What’s truly concerning is that the Maori and Pacific Island programmes are no longer secure. Like the TVNZ 7 shows that politicians promised would miraculously continue, these programmes now stay at the whim of commercial vicissitudes. It’s not overly cynical to say that this is the beginning of the end for Māori and Pacific programmes on our national broadcaster.

 

TDB Recommends NewzEngine.com

 

Myles Thomas – CEO of Coalition for Better Broadcasting 

7 COMMENTS

  1. The demise of our New Zealand voice/culture on our supposedly ‘ public broadcaster’, TVNZ, has been sad to watch. Things are not ‘moving forward’ as this lying government insists, New Zealand, as a whole, is going backwards…fast.

    • That’s what this government wants. I figure that they’re trying to take us back about five centuries with the rise of a new aristocracy and serfdom.

  2. The Master at the top has spoken, the orders have been received, the message is evidence of a strong ideology being implemented, to which all have to swear total allegiance. It is more of the declaration of a “total war” against state owned enterprises and services.

    The command centre sent the order: Outsource, outsource, and obey!

    It is about privatisation, some form of cost cutting and nothing else. Also some of the staff employed for Marae and other affected programs may not have fit the political direction and agenda.

    The election win has made Key and his command centre bolder than ever, the media may talk about Key wanting to govern for “all New Zealanders”, but that is just smooth talking the public, to allay any fears.

    The smiling assassin has spoken, “Kim Jong Key” rules firmly, and you will soon see and feel more of his rigid arms operating in the back-ground. Huddle up and keep warm, a cold, freezing blizzard will blow for the next three years.

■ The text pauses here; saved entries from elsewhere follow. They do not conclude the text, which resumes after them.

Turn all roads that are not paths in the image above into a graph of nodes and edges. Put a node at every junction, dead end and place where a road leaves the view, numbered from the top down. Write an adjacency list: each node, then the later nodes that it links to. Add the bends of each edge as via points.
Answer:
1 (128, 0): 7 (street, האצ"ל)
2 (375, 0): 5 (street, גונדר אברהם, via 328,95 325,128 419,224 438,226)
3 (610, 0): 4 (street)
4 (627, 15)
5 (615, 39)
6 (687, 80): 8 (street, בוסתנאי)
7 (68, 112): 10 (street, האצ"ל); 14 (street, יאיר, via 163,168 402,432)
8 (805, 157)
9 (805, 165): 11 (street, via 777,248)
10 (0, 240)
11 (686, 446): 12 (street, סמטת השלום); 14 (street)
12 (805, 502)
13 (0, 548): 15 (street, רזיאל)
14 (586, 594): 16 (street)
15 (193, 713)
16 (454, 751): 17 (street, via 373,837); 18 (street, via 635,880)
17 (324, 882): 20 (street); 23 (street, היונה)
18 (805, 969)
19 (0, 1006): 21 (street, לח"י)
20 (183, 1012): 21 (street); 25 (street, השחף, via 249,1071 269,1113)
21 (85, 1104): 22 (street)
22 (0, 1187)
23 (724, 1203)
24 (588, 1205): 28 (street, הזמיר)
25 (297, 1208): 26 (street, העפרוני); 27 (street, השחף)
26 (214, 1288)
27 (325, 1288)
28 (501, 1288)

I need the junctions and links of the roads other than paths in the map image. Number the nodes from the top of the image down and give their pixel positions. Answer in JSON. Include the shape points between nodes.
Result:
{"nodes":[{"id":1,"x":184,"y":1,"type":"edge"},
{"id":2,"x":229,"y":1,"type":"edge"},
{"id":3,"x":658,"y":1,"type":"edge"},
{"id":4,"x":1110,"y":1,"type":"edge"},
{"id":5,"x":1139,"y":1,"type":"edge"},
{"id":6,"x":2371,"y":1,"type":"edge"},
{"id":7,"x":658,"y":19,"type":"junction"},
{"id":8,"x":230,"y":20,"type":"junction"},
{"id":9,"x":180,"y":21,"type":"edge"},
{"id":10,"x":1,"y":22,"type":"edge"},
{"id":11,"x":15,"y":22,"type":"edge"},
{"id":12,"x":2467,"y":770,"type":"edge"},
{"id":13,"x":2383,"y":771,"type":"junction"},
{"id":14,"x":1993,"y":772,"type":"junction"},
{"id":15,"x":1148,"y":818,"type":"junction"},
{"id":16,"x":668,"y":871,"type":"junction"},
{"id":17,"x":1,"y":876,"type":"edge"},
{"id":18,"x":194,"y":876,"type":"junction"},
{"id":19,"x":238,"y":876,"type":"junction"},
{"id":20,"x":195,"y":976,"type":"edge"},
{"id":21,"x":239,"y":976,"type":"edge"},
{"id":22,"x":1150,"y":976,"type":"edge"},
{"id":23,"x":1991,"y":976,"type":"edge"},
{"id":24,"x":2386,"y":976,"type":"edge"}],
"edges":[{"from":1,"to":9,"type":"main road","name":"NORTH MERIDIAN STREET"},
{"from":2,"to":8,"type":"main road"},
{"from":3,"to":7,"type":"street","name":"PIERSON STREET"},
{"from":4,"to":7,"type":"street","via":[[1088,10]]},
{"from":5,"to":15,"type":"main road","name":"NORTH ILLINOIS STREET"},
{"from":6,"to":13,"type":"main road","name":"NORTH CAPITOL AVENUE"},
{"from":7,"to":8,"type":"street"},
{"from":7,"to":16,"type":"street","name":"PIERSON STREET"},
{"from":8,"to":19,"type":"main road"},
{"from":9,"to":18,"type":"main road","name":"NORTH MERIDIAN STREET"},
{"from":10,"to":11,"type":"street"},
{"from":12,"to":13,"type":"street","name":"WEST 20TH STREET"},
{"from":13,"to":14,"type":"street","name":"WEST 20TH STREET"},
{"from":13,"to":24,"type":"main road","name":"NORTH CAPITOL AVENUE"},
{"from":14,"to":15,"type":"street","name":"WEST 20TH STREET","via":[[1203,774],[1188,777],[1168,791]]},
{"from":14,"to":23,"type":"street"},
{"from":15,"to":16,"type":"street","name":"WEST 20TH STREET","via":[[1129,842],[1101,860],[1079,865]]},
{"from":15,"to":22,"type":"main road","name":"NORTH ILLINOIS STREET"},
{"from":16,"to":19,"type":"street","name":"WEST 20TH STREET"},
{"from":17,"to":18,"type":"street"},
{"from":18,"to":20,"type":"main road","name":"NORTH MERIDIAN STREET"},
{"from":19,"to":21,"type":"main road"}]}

  3. New Zealanders as a whole, have been brought up watching parents, and then themselves ‘watching the news ( at six o’clock) and ‘reading the newspaper’ ( of which there is now only one.) These are habits that are going to have to change, if there is to be any clarity in the information we receive as a county. The account of the political interference on Maori television, is telling, as it was a last bastion of free speech on television. New Zealand deserves so much better than this.